The Freedom From Religion Foundation has appealed its case over a Ten Commandments monument in Pennsylvania’s New Kensington-Arnold School District. The Third Circuit Court of Appeals will likely rule on the matter next year.
A federal judge previously ruled that FFRF’s plaintiffs, Marie Schaub, who is a an atheist and FFRF member, and her anonymous child, did not have standing to challenge the monument, despite the fact that the plaintiffs had come into contact with the monument at Valley High School and Schaub refused to send her child to the school because of the monument.
In its brief, written by attorney Marcus Schneider, FFRF points out that the plaintiffs were forced either to have “contact with an unwelcome religious exercise” or assume the burden of avoiding such contact. The student has different classmates, and cannot take a school bus from Schaub’s house to her new school, which is five miles away.

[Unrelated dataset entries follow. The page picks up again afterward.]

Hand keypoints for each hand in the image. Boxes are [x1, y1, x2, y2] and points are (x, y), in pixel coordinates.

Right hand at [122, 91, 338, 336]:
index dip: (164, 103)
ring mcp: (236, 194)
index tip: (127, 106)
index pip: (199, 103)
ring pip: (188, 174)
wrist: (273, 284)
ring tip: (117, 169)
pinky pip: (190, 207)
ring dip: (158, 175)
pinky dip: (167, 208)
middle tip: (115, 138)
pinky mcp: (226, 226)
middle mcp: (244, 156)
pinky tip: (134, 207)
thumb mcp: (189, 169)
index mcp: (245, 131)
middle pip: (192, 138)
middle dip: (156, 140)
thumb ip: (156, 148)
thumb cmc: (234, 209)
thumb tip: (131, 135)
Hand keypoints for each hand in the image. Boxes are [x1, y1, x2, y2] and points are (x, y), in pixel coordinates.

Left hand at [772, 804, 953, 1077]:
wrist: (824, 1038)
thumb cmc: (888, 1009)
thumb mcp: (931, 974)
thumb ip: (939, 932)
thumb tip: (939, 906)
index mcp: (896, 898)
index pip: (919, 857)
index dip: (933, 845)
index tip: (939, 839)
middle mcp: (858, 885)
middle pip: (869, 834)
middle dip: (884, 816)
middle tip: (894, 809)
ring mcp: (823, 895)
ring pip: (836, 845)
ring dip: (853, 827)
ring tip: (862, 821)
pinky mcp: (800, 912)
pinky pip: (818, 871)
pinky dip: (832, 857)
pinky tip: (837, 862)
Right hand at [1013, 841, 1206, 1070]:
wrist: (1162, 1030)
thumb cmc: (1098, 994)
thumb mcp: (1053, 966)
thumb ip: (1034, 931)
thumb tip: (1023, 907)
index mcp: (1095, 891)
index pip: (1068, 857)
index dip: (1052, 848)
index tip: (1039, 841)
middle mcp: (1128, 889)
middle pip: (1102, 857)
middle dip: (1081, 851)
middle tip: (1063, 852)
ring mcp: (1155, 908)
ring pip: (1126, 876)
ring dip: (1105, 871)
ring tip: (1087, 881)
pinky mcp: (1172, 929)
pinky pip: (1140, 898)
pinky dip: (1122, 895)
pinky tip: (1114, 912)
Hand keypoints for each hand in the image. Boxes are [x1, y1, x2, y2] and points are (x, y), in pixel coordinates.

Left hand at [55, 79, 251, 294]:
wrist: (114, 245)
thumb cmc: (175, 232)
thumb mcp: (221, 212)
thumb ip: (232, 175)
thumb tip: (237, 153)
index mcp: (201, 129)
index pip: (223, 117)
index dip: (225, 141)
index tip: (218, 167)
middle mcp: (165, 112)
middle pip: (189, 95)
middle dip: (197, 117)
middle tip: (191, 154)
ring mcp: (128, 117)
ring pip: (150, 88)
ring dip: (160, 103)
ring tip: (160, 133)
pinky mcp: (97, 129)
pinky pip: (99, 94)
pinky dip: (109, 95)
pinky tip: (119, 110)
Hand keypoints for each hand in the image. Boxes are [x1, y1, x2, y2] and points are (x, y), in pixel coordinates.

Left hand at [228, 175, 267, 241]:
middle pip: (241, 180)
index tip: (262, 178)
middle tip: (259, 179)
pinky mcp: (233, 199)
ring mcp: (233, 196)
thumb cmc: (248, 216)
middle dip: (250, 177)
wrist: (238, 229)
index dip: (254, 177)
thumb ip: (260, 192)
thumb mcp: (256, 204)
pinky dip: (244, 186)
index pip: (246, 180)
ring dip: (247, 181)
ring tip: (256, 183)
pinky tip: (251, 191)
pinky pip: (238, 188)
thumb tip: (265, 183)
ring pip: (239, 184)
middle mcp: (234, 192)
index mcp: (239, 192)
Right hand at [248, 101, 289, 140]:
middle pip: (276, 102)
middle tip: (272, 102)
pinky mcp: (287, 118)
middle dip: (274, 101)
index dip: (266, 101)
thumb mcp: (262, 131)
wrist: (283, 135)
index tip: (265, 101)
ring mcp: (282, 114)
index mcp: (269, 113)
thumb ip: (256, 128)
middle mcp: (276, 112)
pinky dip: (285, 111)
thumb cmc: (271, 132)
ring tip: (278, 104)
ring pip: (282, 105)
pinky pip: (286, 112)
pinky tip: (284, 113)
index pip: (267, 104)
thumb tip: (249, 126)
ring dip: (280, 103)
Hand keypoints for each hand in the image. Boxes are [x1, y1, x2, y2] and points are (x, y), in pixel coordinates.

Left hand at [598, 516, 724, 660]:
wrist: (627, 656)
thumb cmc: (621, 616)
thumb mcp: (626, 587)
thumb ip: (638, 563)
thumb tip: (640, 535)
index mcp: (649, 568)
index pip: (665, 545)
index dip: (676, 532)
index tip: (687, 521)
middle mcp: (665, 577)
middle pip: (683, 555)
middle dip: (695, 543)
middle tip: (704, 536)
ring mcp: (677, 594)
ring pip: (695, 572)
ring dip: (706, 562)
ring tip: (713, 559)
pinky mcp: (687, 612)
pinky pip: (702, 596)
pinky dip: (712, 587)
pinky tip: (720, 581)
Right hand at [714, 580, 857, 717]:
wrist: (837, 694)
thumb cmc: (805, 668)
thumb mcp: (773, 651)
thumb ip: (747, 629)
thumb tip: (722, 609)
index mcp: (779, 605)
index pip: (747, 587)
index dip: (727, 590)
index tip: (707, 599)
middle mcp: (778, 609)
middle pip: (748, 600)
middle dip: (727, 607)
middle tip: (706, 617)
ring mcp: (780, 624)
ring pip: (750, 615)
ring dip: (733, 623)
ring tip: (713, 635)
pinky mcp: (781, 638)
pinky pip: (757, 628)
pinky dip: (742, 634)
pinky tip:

“Every morning, high school students in the NKASD walk past the six-foot tall, granite Ten Commandments Monument. Its stone-carved letters proclaim to all: I AM the LORD thy God,” FFRF’s brief says. “To prevent Doe 1 from walking in the shadow of this imposing monolith, Marie Schaub initiated this case when Doe 1 was two years away from attending VHS. When August 2014 arrived and the case remained unresolved, Schaub and her family made the difficult decision to remove Doe 1 from her home school district to avoid the coercive effect that Appellants believe the Monument conveys.”
Despite this, Judge Terrence McVerry of the Western District of Pennsylvania held that the plaintiffs lacked direct, frequent enough contact with the monument to bring suit.
“It’s very important to rectify Judge McVerry’s mistaken ruling,” FFRF Co-President Annie Laurie Gaylor commented. “Marie Schaub and her child have endured direct injury due to this illegal endorsement of religion by their school district. Not only is the student compelled to attend another school, at inconvenience and disruption, to avoid the religious monument, but the family has been subjected to communitywide opprobrium. The district essentially has turned them into targets and outsiders in their own school district.”
In a parallel case against the Connellsville Area School District, also in Pennsylvania, the same judge ruled that a Ten Commandments monument in front of a junior high school was unconstitutional. The district removed that monument in October.
FFRF is a national state/church watchdog with about 23,000 members, including more than 700 in Pennsylvania.